Tal reconhecimento limita-se a valorar um fato havido no exterior, sem qualquer ingerência sobre ele; outorga-lhe valor jurídico no Brasil ao reconhecê-lo no cômputo do monte mor, permitindo, por exemplo, que bens residuais localizados no Brasil possam ser distribuídos respeitando-se a regra da legítima, já consideradas as transferências realizadas no exterior.
Para facilitar a visualização, imagine-se que o de cujus, com dois herdeiros necessários (o “preferido” e o “preterido”), era titular de R$ 1 milhão no Brasil e R$ 1 milhão no exterior. Os valores no exterior foram transferidos ao “preferido” por antecipação de legítima.

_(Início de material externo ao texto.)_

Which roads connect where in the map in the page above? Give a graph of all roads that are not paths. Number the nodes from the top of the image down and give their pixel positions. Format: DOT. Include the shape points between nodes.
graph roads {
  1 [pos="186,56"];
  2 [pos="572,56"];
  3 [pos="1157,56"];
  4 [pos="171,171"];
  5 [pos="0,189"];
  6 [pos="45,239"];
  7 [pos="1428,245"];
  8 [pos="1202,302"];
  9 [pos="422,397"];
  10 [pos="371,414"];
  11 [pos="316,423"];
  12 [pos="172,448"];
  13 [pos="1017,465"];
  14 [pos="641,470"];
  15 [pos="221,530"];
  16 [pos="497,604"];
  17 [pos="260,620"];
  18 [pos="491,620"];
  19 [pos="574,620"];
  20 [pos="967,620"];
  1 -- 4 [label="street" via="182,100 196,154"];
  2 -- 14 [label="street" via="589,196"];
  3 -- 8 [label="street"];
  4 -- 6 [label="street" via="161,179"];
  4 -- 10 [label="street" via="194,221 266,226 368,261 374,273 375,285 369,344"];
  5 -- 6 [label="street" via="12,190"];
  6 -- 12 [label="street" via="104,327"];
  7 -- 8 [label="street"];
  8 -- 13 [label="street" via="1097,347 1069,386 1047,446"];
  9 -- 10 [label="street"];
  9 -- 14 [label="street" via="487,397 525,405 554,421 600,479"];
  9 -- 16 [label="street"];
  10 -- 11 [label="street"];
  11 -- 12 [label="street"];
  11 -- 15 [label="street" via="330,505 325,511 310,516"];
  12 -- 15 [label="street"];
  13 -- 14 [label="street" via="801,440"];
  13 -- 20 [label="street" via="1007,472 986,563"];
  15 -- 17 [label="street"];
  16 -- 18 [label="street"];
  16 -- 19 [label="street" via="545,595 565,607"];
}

Pelo critério fixado pelo precedente do STJ, o preferido teria direito à integralidade dos valores objeto de testamento no exterior, potencialmente mais R$ 500 mil derivados de ato de livre disposição brasileira em testamento, acrescido de R$ 250 mil de sua legítima, totalizando R$ 1,75 milhã, enquanto o “preterido” receberia apenas R$ 250 mil.
Ao se itir que os valores do de cujus no exterior possa ser contabilizados para fins de monte mor, o Poder Judiciário poderia reconhecer o monte mor de R$ 2 milhões, a livre disposição de 50% no total de R$ 1 milhão, e a divisão do restante respeitando-se a regra do artigo 1.846 do CC, permitindo-se que o preterido recebesse os R$ 500 mil a que faria jus se a totalidade do patrimônio fosse localizada no Brasil. Esse efeito neutralizador dependeria da existência de bens no Brasil e fora, permitindo a conta de fechamento mencionada.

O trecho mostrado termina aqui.